Well if that's your argument then arent paintings just fancy wallpaper? Isn't a Ferrari GTO just a used car or a 1 carat diamond just a bit of carbon? How about a child's first drawing, bit of scrap paper?

Some things are a little more special, irrespective of cost people can attach sentiment and personal value to the strangest things, bicycles included. Museums are filled with stuff like that; ever been to the Science Museum, the Smithsonian, the Design Centre museum?

If a bicycle is just a bicycle then why own any more than one, why buy expensive old parts when new is obviously better? Why visit a website like this when they are just a means of transport and not anything special?
 
Now Pete, you know I'm usually on your side and more often than not totally agree with your thoughts on this bike madness we are all fond of, but on this occasion I think I'm going to side with ZigZag.

A bike is a tool. A functional item. Yes they can be works of art (thats why we covet them so), but a bike is just a bike. A vehicle designed to transport its rider, to enjoy in the great outdoors. A Picasso or whatever is a painting, something created to hang from a wall to be looked at. Not riding a beautiful bike is like not looking at a painting, or not admiring a childs first drawing, or not racing that beautiful GTO.

As you know I'm a obsesive car nut and there are certain cars (like the GTO) that I personally consider to be some of the most visually stunning art pieces created by mankind. I could spend hours looking at every curve and detail, the way light enhances certain features, the textures, the smells, the craft of its designer and artisan builders.....

....but as beautiful as it is, its a racing car. Designed to win races. I always feel incredible sadness when I see an old Ferarri or Lola or Porsche racecar sat in a museum gathering dust. Its just so wrong. Its a race car. It needs to race.

18 months ago I saw Concorde sat in a museum hanger. I was actually moved to tears to see it sat there. There it was, one of the most beautiful icons of the 20th century, sat doing nothing, destined never to take to the skies again. A terrible fate for such a machine.

Treating a bike as art and hanging it from the wall is so wrong on every level. Its a slow death for the bike and a snub to the craftsman who wrought it into life. To me these people are not bike enthusiasts and should go out and buy paintings instead.

Si
Who will be riding his pristine Schwinn Excelsior through Northumbrian mud this afternoon.
 
I think that the fact Pete and DrS have such convincing arguments on this just proves that it is not a simplistic answer, or can be answered at all.

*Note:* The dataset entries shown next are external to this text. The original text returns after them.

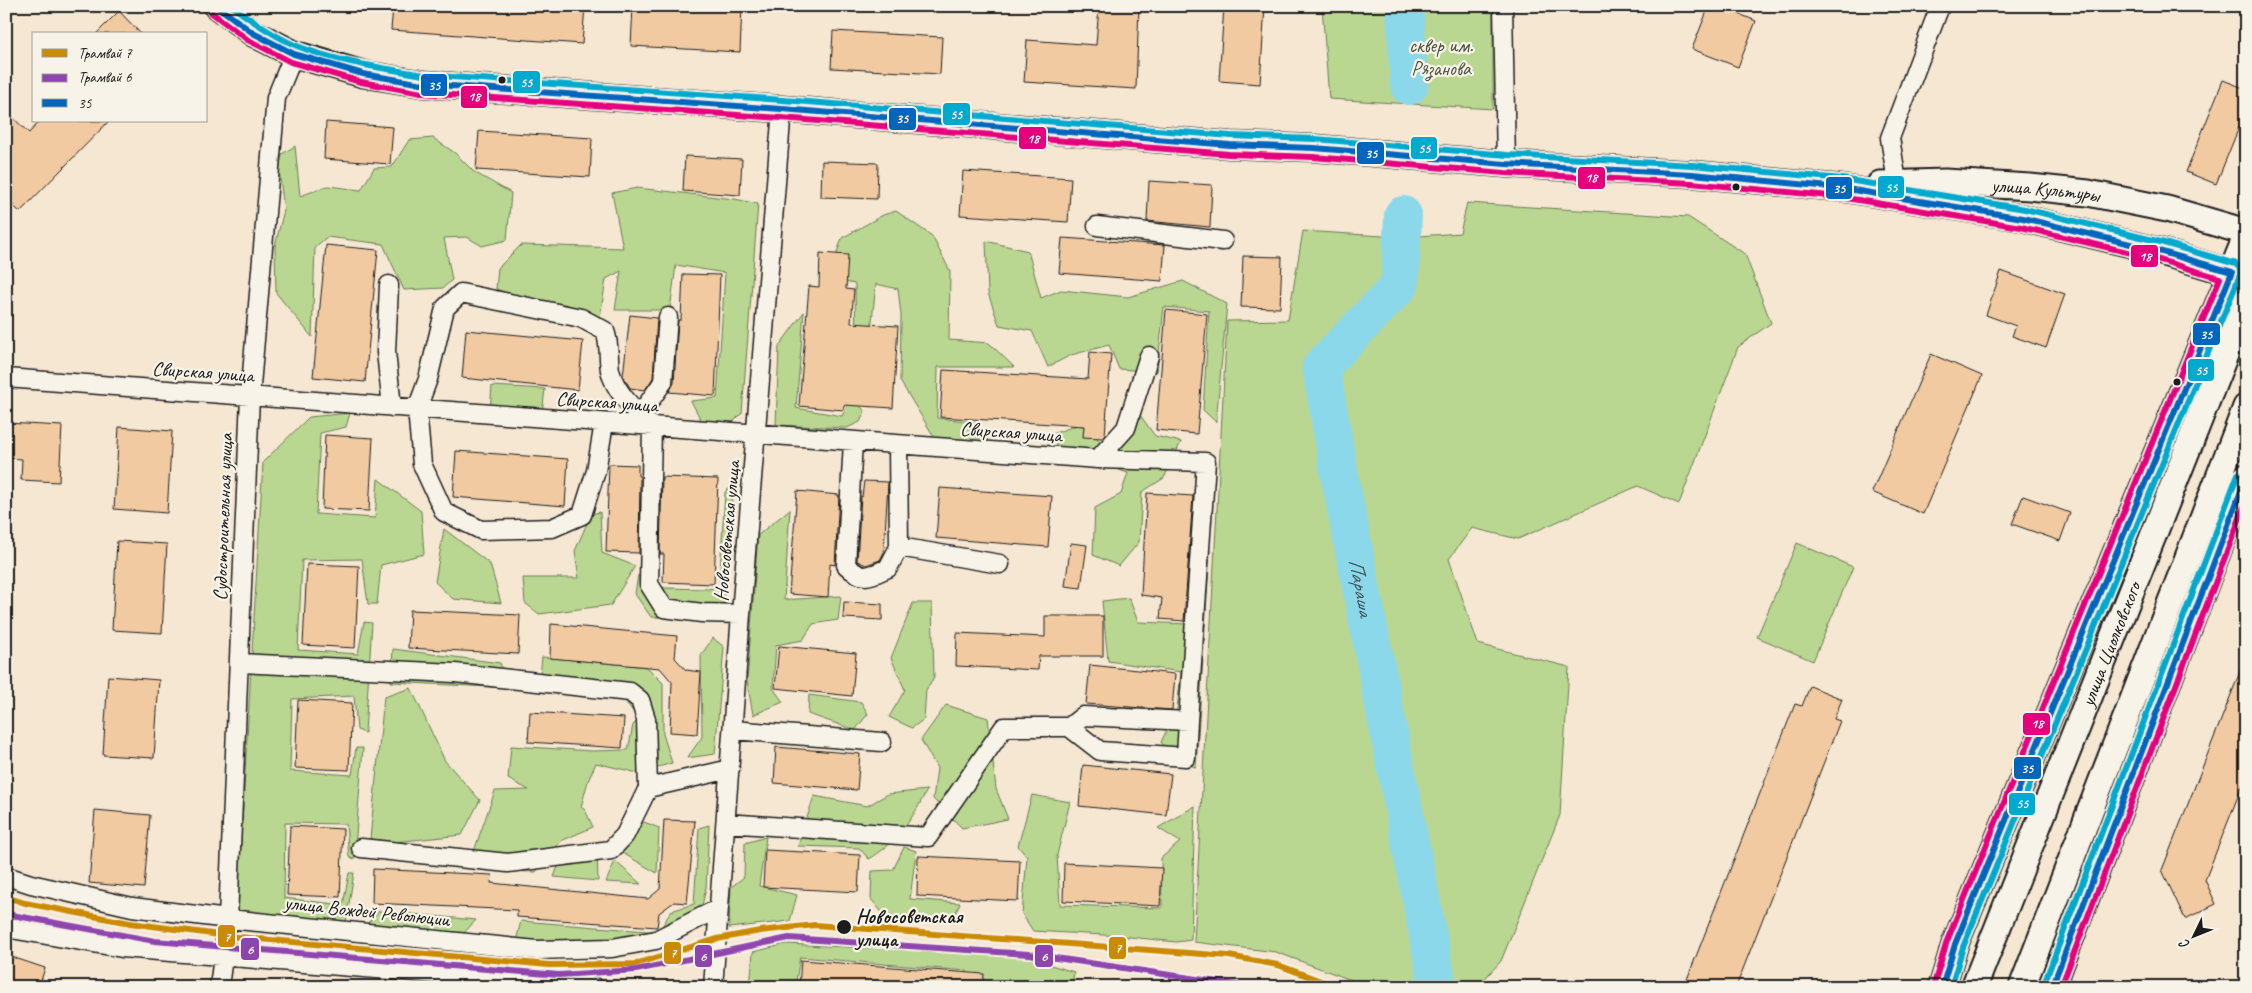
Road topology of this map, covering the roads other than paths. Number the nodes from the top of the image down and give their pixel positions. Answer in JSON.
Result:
{"nodes":[{"id":1,"x":216,"y":6,"type":"edge"},
{"id":2,"x":1502,"y":6,"type":"edge"},
{"id":3,"x":1940,"y":6,"type":"edge"},
{"id":4,"x":294,"y":54,"type":"junction"},
{"id":5,"x":782,"y":109,"type":"junction"},
{"id":6,"x":1506,"y":164,"type":"junction"},
{"id":7,"x":1897,"y":182,"type":"junction"},
{"id":8,"x":1840,"y":188,"type":"junction"},
{"id":9,"x":1097,"y":226,"type":"dead end"},
{"id":10,"x":2246,"y":232,"type":"edge"},
{"id":11,"x":2246,"y":237,"type":"edge"},
{"id":12,"x":1223,"y":241,"type":"dead end"},
{"id":13,"x":2239,"y":274,"type":"edge"},
{"id":14,"x":389,"y":285,"type":"dead end"},
{"id":15,"x":2246,"y":302,"type":"edge"},
{"id":16,"x":668,"y":317,"type":"dead end"},
{"id":17,"x":1149,"y":356,"type":"dead end"},
{"id":18,"x":6,"y":378,"type":"edge"},
{"id":19,"x":250,"y":396,"type":"junction"},
{"id":20,"x":392,"y":407,"type":"junction"},
{"id":21,"x":2246,"y":407,"type":"edge"},
{"id":22,"x":417,"y":409,"type":"junction"},
{"id":23,"x":646,"y":421,"type":"junction"},
{"id":24,"x":604,"y":423,"type":"junction"},
{"id":25,"x":756,"y":434,"type":"junction"},
{"id":26,"x":853,"y":442,"type":"junction"},
{"id":27,"x":898,"y":445,"type":"junction"},
{"id":28,"x":1098,"y":459,"type":"junction"},
{"id":29,"x":2246,"y":477,"type":"edge"},
{"id":30,"x":898,"y":547,"type":"junction"},
{"id":31,"x":1000,"y":564,"type":"dead end"},
{"id":32,"x":741,"y":614,"type":"junction"},
{"id":33,"x":239,"y":663,"type":"junction"},
{"id":34,"x":1188,"y":721,"type":"junction"},
{"id":35,"x":1070,"y":727,"type":"junction"},
{"id":36,"x":733,"y":730,"type":"junction"},
{"id":37,"x":882,"y":742,"type":"dead end"},
{"id":38,"x":730,"y":769,"type":"junction"},
{"id":39,"x":648,"y":788,"type":"junction"},
{"id":40,"x":726,"y":822,"type":"junction"},
{"id":41,"x":361,"y":848,"type":"dead end"},
{"id":42,"x":6,"y":876,"type":"edge"},
{"id":43,"x":719,"y":908,"type":"junction"},
{"id":44,"x":228,"y":919,"type":"junction"},
{"id":45,"x":6,"y":926,"type":"edge"},
{"id":46,"x":225,"y":955,"type":"junction"},
{"id":47,"x":220,"y":987,"type":"edge"},
{"id":48,"x":594,"y":987,"type":"edge"},
{"id":49,"x":713,"y":987,"type":"edge"},
{"id":50,"x":1942,"y":987,"type":"edge"},
{"id":51,"x":1974,"y":987,"type":"edge"},
{"id":52,"x":2022,"y":987,"type":"edge"},
{"id":53,"x":2052,"y":987,"type":"edge"}],
"edges":[{"from":1,"to":4,"type":"main road","name":"улица Культуры"},
{"from":2,"to":6,"type":"street"},
{"from":3,"to":7,"type":"street"},
{"from":4,"to":5,"type":"main road","name":"улица Культуры"},
{"from":4,"to":19,"type":"street","name":"Судостроительная улица"},
{"from":5,"to":6,"type":"main road","name":"улица Культуры"},
{"from":5,"to":25,"type":"street","name":"Новосоветская улица"},
{"from":6,"to":8,"type":"main road","name":"улица Культуры"},
{"from":7,"to":8,"type":"main road","name":"улица Культуры"},
{"from":7,"to":10,"type":"main road","name":"улица Культуры"},
{"from":8,"to":13,"type":"main road","name":"улица Культуры"},
{"from":9,"to":12,"type":"street"},
{"from":11,"to":13,"type":"main road"},
{"from":13,"to":50,"type":"main road"},
{"from":14,"to":20,"type":"street"},
{"from":15,"to":51,"type":"main road","name":"улица Циолковского"},
{"from":16,"to":23,"type":"street"},
{"from":17,"to":28,"type":"street"},
{"from":18,"to":19,"type":"street","name":"Свирская улица"},
{"from":19,"to":20,"type":"street","name":"Свирская улица"},
{"from":19,"to":33,"type":"street","name":"Судостроительная улица"},
{"from":20,"to":22,"type":"street","name":"Свирская улица"},
{"from":21,"to":52,"type":"main road","name":"улица Циолковского"},
{"from":22,"to":23,"type":"street"},
{"from":22,"to":24,"type":"street","name":"Свирская улица"},
{"from":22,"to":24,"type":"street"},
{"from":23,"to":24,"type":"street","name":"Свирская улица"},
{"from":23,"to":25,"type":"street","name":"Свирская улица"},
{"from":23,"to":32,"type":"street"},
{"from":25,"to":26,"type":"street","name":"Свирская улица"},
{"from":25,"to":32,"type":"street","name":"Новосоветская улица"},
{"from":26,"to":27,"type":"street","name":"Свирская улица"},
{"from":26,"to":30,"type":"street"},
{"from":27,"to":28,"type":"street","name":"Свирская улица"},
{"from":27,"to":30,"type":"street"},
{"from":28,"to":34,"type":"street","name":"Свирская улица"},
{"from":29,"to":53,"type":"main road"},
{"from":30,"to":31,"type":"street"},
{"from":32,"to":36,"type":"street","name":"Новосоветская улица"},
{"from":33,"to":39,"type":"street"},
{"from":33,"to":44,"type":"street","name":"Судостроительная улица"},
{"from":34,"to":35,"type":"street"},
{"from":34,"to":35,"type":"street"},
{"from":35,"to":40,"type":"street"},
{"from":36,"to":37,"type":"street"},
{"from":36,"to":38,"type":"street","name":"Новосоветская улица"},
{"from":38,"to":39,"type":"street"},
{"from":38,"to":40,"type":"street","name":"Новосоветская улица"},
{"from":39,"to":41,"type":"street"},
{"from":40,"to":43,"type":"street","name":"Новосоветская улица"},
{"from":42,"to":44,"type":"street","name":"улица Вождей Революции"},
{"from":43,"to":44,"type":"street","name":"улица Вождей Революции"},
{"from":43,"to":49,"type":"street","name":"Новосоветская улица"},
{"from":44,"to":46,"type":"street","name":"Судостроительная улица"},
{"from":45,"to":46,"type":"street"},
{"from":46,"to":47,"type":"street","name":"Судостроительная улица"},
{"from":46,"to":48,"type":"street"}]}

On the one hand a thing of beauty is always going to be admired by somebody that finds it beautiful (whether its a bike or a GTO). It may be for aesthetics, functional, historical, or sentimental reasons. They will covet and admire it (from afar) for these reasons and want to preserve it forever.

Conversely another person will see the same beauty and want to experience and feel it with their own hands, regardless of what happens to that thing.